■ **Directions for this task**
Look through the data below and return each line where "roads" appears.

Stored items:
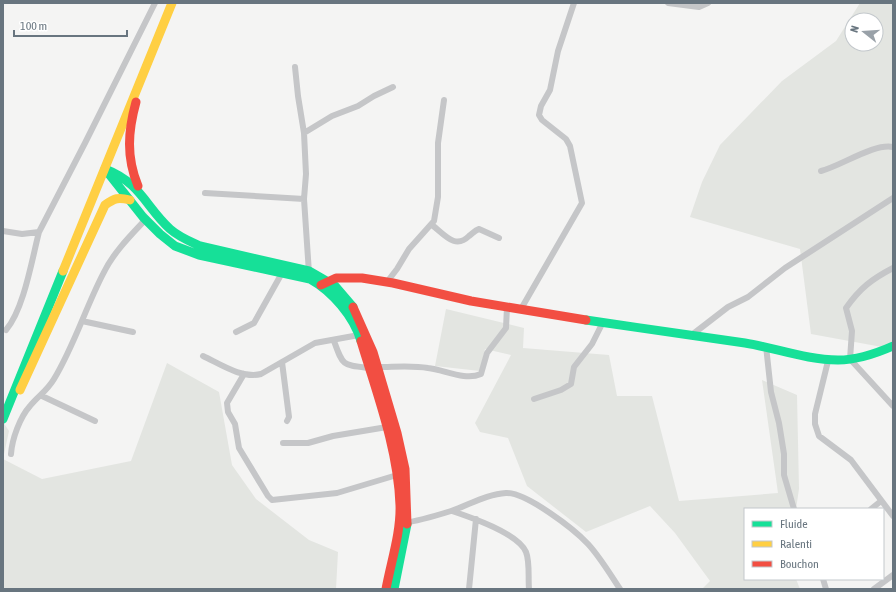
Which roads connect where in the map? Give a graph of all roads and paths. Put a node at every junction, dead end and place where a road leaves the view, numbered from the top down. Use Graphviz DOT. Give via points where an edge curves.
graph roads {
  1 [pos="155,3"];
  2 [pos="172,3"];
  3 [pos="574,3"];
  4 [pos="668,3"];
  5 [pos="708,3"];
  6 [pos="149,58"];
  7 [pos="295,67"];
  8 [pos="393,87"];
  9 [pos="444,100"];
  10 [pos="304,133"];
  11 [pos="893,147"];
  12 [pos="104,169"];
  13 [pos="821,171"];
  14 [pos="141,193"];
  15 [pos="205,193"];
  16 [pos="893,198"];
  17 [pos="304,199"];
  18 [pos="131,201"];
  19 [pos="146,219"];
  20 [pos="432,225"];
  21 [pos="3,231"];
  22 [pos="39,232"];
  23 [pos="499,238"];
  24 [pos="893,268"];
  25 [pos="282,273"];
  26 [pos="309,275"];
  27 [pos="387,282"];
  28 [pos="324,283"];
  29 [pos="507,307"];
  30 [pos="521,309"];
  31 [pos="82,321"];
  32 [pos="603,322"];
  33 [pos="6,330"];
  34 [pos="133,332"];
  35 [pos="236,332"];
  36 [pos="693,334"];
  37 [pos="359,335"];
  38 [pos="334,341"];
  39 [pos="766,346"];
  40 [pos="893,346"];
  41 [pos="203,356"];
  42 [pos="850,359"];
  43 [pos="828,361"];
  44 [pos="282,362"];
  45 [pos="373,368"];
  46 [pos="244,374"];
  47 [pos="42,396"];
  48 [pos="534,399"];
  49 [pos="893,406"];
  50 [pos="3,419"];
  51 [pos="95,421"];
  52 [pos="287,421"];
  53 [pos="3,425"];
  54 [pos="387,427"];
  55 [pos="283,443"];
  56 [pos="11,454"];
  57 [pos="397,476"];
  58 [pos="881,501"];
  59 [pos="794,508"];
  60 [pos="872,508"];
  61 [pos="452,511"];
  62 [pos="893,516"];
  63 [pos="476,519"];
  64 [pos="403,523"];
  65 [pos="893,575"];
  66 [pos="386,589"];
  67 [pos="394,589"];
  68 [pos="469,589"];
  69 [pos="529,589"];
  70 [pos="620,589"];
  71 [pos="874,589"];
  1 -- 22 [label="street"];
  2 -- 6 [label="main road"];
  3 -- 30 [label="street" via="558,51 550,90 541,106 540,115 542,120 566,138 570,146 582,203"];
  4 -- 5 [label="street" via="692,7"];
  6 -- 12 [label="main road"];
  6 -- 14 [label="main road" via="133,113 127,146 129,164"];
  7 -- 10 [label="street"];
  8 -- 10 [label="street" via="358,106 332,116"];
  9 -- 20 [label="street" via="438,143 438,197"];
  10 -- 17 [label="street"];
  11 -- 13 [label="street" via="888,146 860,154 834,168"];
  12 -- 14 [label="main road" via="119,173 131,181"];
  12 -- 18 [label="main road"];
  12 -- 50 [label="main road"];
  14 -- 26 [label="main road" via="161,218 182,238 200,246"];
  15 -- 17 [label="street"];
  16 -- 36 [label="street" via="785,268"];
  17 -- 26 [label="street"];
  18 -- 19 [label="main road"];
  18 -- 53 [label="main road" via="120,197 105,205"];
  19 -- 25 [label="main road" via="168,241 182,249"];
  19 -- 31 [label="street" via="109,263"];
  20 -- 23 [label="street" via="459,243 480,229"];
  20 -- 27 [label="street" via="409,249"];
  21 -- 22 [label="street" via="22,234"];
  22 -- 33 [label="street" via="26,284 12,323"];
  24 -- 42 [label="street" via="874,278 857,292 846,308 852,331"];
  25 -- 26 [label="main road"];
  25 -- 35 [label="street" via="254,323"];
  26 -- 28 [label="main road"];
  27 -- 28 [label="main road" via="345,277"];
  27 -- 29 [label="main road"];
  28 -- 37 [label="main road" via="349,316"];
  28 -- 45 [label="main road" via="354,308 363,326"];
  29 -- 30 [label="main road"];
  29 -- 45 [label="street" via="506,328 487,353 481,374 461,375 427,367"];
  30 -- 32 [label="main road"];
  31 -- 34 [label="street"];
  31 -- 47 [label="street" via="69,352"];
  32 -- 36 [label="main road"];
  32 -- 48 [label="street" via="592,344 574,366 571,384"];
  36 -- 39 [label="main road"];
  37 -- 38 [label="street"];
  37 -- 45 [label="main road"];
  38 -- 44 [label="street" via="315,344"];
  38 -- 45 [label="street" via="341,360 347,365"];
  39 -- 43 [label="main road"];
  39 -- 59 [label="street" via="770,392 784,454 784,475"];
  40 -- 42 [label="main road" via="872,356"];
  41 -- 46 [label="street"];
  42 -- 43 [label="main road"];
  42 -- 49 [label="street"];
  43 -- 58 [label="street" via="815,414 819,436 852,460"];
  44 -- 46 [label="street" via="261,374"];
  44 -- 52 [label="street" via="289,417"];
  45 -- 54 [label="main road"];
  45 -- 64 [label="main road" via="397,433 405,469"];
  46 -- 57 [label="street" via="227,403 228,412 235,424 240,448 272,500 337,494"];
  47 -- 51 [label="street"];
  47 -- 56 [label="street" via="30,406 23,417"];
  54 -- 55 [label="street" via="308,443"];
  54 -- 57 [label="main road"];
  57 -- 64 [label="main road"];
  58 -- 60 [label="street"];
  58 -- 62 [label="street"];
  61 -- 63 [label="street"];
  61 -- 64 [label="street"];
  61 -- 70 [label="street" via="473,501 505,493 520,496 544,508 588,544"];
  63 -- 68 [label="street"];
  63 -- 69 [label="street" via="520,543 526,553"];
  64 -- 66 [label="main road"];
  64 -- 67 [label="main road"];
  65 -- 71 [label="street"];
}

■ **Result**
Which roads connect where in the map? Give a graph of all roads and paths. Put a node at every junction, dead end and place where a road leaves the view, numbered from the top down. Use Graphviz DOT. Give via points where an edge curves.
graph roads {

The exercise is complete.